::: PROVIDED MATERIAL :::

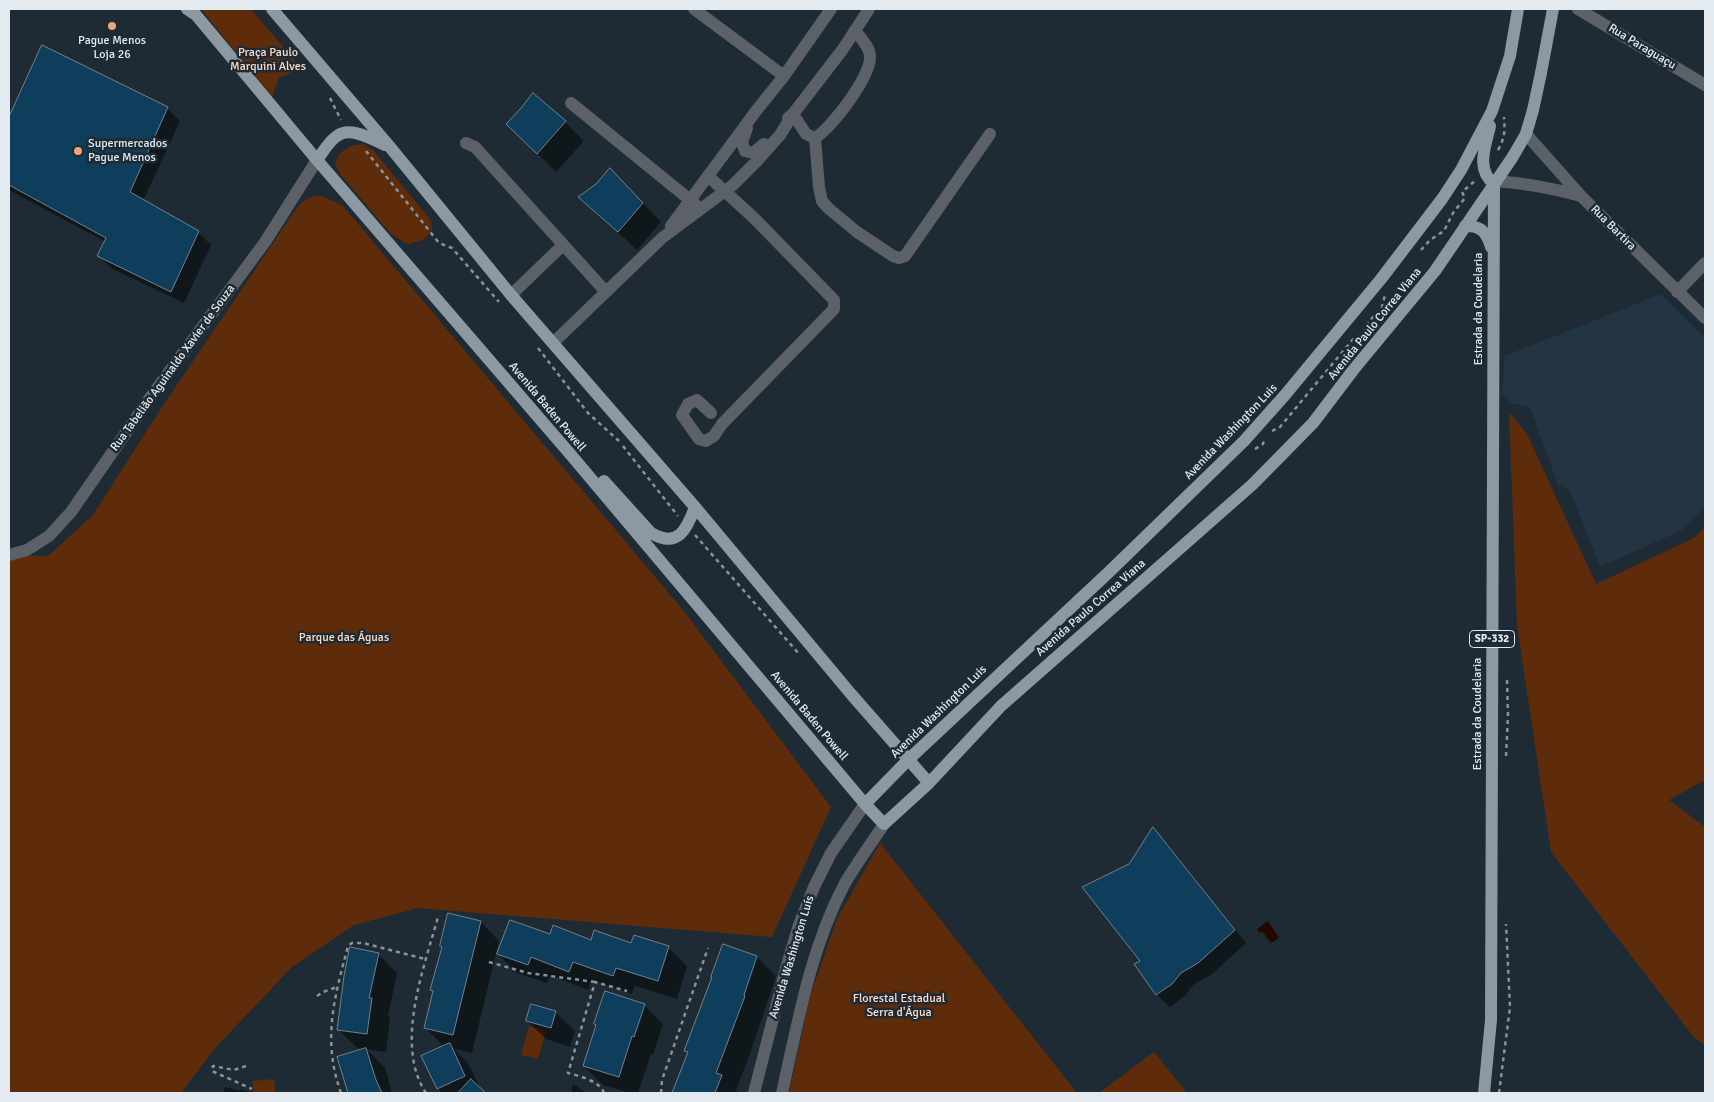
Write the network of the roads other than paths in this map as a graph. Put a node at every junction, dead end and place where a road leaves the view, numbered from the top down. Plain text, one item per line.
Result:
1 (188, 9) edge
2 (272, 9) edge
3 (694, 9) edge
4 (831, 9) edge
5 (869, 9) edge
6 (1518, 9) edge
7 (1553, 9) edge
8 (1578, 9) edge
9 (855, 30) junction
10 (784, 76) junction
11 (1705, 85) edge
12 (571, 102) dead end
13 (756, 110) junction
14 (1498, 113) junction
15 (792, 114) junction
16 (990, 134) dead end
17 (1526, 134) junction
18 (815, 138) junction
19 (466, 143) dead end
20 (390, 147) junction
21 (317, 160) junction
22 (708, 176) junction
23 (1495, 183) junction
24 (724, 191) junction
25 (1581, 196) junction
26 (690, 200) junction
27 (701, 209) junction
28 (1465, 226) junction
29 (662, 238) junction
30 (563, 245) junction
31 (1493, 252) junction
32 (1705, 263) edge
33 (606, 292) junction
34 (1677, 292) junction
35 (511, 295) junction
36 (1705, 318) edge
37 (554, 342) junction
38 (711, 413) dead end
39 (571, 455) junction
40 (695, 507) junction
41 (9, 555) edge
42 (909, 759) junction
43 (929, 783) junction
44 (865, 804) junction
45 (884, 824) junction
46 (754, 1093) edge
47 (782, 1093) edge
48 (1484, 1093) edge

1 - 21 main road, Avenida Baden Powell
2 - 20 main road
3 - 10 street
4 - 10 street
5 - 9 street
6 - 14 main road, Avenida Washington Luis
7 - 17 main road
8 - 11 street, Rua Paraguaçu
9 - 15 street
9 - 18 street
10 - 13 street
12 - 26 street
13 - 15 street
13 - 22 street
14 - 23 main road
14 - 42 main road, Avenida Washington Luis
15 - 18 street
15 - 24 street
16 - 18 street
17 - 23 main road
17 - 25 street, Rua Bartira
19 - 30 street
20 - 21 main road
20 - 35 main road
21 - 39 main road, Avenida Baden Powell
21 - 41 street, Rua Tabelião Aguinaldo Xavier de Souza
22 - 24 street
22 - 26 street
23 - 25 street
23 - 28 main road, Avenida Paulo Correa Viana
23 - 31 main road, Estrada da Coudelaria / SP-332
24 - 27 street
24 - 38 street
25 - 34 street, Rua Bartira
26 - 27 street
26 - 29 street
27 - 29 street
28 - 31 main road
28 - 43 main road, Avenida Paulo Correa Viana
29 - 33 street
30 - 33 street
30 - 35 street
31 - 48 main road, Estrada da Coudelaria / SP-332
32 - 34 street
33 - 37 street
34 - 36 street, Rua Bartira
35 - 37 main road
37 - 40 main road
39 - 40 main road
39 - 44 main road, Avenida Baden Powell
40 - 42 main road
42 - 43 main road
42 - 44 main road, Avenida Washington Luis
43 - 45 main road, Avenida Paulo Correa Viana
44 - 45 main road, Avenida Baden Powell
44 - 46 street, Avenida Washington Luís
45 - 47 street, Avenida Paulo Correa Viana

:::

### WHAT TO WORK ON
Show every line above in which the word "dead" appears.

### COMPLETED TASK
Write the network of the roads other than paths in this map as a graph. Put a node at every junction, dead end and place where a road leaves the view, numbered from the top down. Plain text, one item per line.
12 (571, 102) dead end
16 (990, 134) dead end
19 (466, 143) dead end
38 (711, 413) dead end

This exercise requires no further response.